While it may be playing an indirect role, the Peak Oil phenomenon has not kicked in as a direct price driver for energy yet, and may not do so for a while. It is true that Saudi fields are looking sketchy to some outsiders, and new replacement reserves are getting harder and harder for the globetrotting oil majors to find. But there are more factors there than meet the eye. The toughness of finding new replacement reserves, for example, is arguably more of a geopolitical issue – it has a lot to do with state-run energy behemoths muscling out the private players where the pickings are good.

Back to U.S. oil shale. I’ve had a number of my Outstanding Investment subscribers write in after receiving a special report titled “The U.S. Government’s Secret Colorado Oil Discovery.” It spoke of “the next American oil boom” and said the United States could become “the new Middle East.” This led at least a few readers to ask reasonable questions like, “What does this mean for the energy bull market?”

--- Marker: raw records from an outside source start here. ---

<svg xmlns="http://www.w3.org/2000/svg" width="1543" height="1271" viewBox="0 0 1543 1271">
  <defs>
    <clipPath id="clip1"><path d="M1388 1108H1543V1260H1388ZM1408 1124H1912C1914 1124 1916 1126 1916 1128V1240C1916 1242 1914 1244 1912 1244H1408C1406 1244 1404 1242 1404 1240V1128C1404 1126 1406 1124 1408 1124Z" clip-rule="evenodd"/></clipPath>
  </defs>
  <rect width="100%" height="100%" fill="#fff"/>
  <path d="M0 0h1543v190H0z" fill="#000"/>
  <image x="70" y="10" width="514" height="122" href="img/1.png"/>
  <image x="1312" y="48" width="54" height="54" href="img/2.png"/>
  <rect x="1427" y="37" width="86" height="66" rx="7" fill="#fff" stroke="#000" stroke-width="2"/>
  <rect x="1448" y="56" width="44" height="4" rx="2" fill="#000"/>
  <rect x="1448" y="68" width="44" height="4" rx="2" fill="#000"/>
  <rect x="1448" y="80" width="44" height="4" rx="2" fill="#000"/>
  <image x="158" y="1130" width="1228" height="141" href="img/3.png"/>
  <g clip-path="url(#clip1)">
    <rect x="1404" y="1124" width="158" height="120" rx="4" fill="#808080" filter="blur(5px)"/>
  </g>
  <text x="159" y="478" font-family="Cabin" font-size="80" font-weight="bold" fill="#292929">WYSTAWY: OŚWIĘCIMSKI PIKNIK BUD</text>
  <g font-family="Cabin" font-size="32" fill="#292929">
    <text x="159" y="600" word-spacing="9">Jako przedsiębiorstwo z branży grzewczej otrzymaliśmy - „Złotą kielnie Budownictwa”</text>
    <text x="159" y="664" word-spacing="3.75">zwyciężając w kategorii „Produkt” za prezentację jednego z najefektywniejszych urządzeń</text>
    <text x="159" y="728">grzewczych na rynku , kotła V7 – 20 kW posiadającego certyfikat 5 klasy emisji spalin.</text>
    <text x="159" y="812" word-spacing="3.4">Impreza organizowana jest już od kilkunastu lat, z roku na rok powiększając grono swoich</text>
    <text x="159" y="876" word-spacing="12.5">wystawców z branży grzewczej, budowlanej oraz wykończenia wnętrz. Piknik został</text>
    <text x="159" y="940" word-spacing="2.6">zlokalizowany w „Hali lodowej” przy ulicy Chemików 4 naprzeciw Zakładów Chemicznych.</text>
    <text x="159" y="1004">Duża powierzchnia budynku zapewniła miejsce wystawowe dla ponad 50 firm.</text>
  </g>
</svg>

How does this affect the Peak Oil scenario?

Consider this recent quote from Bob Loucks, a former manager with Shell who oversaw its shale oil recovery operations: “Despite all the attempts to develop a shale oil industry in the United States over the past 100 years, the fact remains that no proven method exists for efficiently moving the oil from the rock there are a number of candidate processes possible, but none has demonstrated a practical 3 capability to produce oil.”

Bob Loucks is no diehard pessimist or skeptic. In addition to his field experience, he is also the author of the book Shale Oil: Tapping the Treasure. Loucks is long-term bullish on the prospects for America’s oil shale. But he recognizes that, here and now, we are still not there yet technologically.

There are a number of problems yet to be solved before U.S. oil shale can be recovered on any type of meaningful scale, let alone a mass scale. And getting the extraction technology right is only one monkey wrench in the works with U.S. oil shale. There are others.

For example, there are questions of air quality regarding domestic oil shale operations. How badly would these operations pollute the air? Would the levels be acceptable? Shell isn’t sure.

There are questions of water availability. During the extraction process, how much water would be required? Shell isn’t sure. An early “guess” is two to three barrels of water per barrel of shale. This could be a conservative estimate. Either way, will the massive amounts of water necessary for heavy-duty shale extraction even be available in the first place, given that the Colorado River Basin is already running low? There are seven Western states – fast-growing states – fighting over the Colorado River’s water as it is. Are they supposed to happily set aside their interests and share water rights with a humongously thirsty newcomer? Oh, and there are farmers with skin in the game, too.

There are questions of a power source. Just as it takes money to make money, it takes energy to recover energy. Regarding a study that took place last year, the Grand Junction Daily Sentinel reports:

“The 2005 RAND study estimated that a commercial- scale oil shale plant for Shell would require the construction of the largest power plant in Colorado history, costing about $3 billion, and would consume 5 million tons of coal each year and produce greenhouse gases in the process.”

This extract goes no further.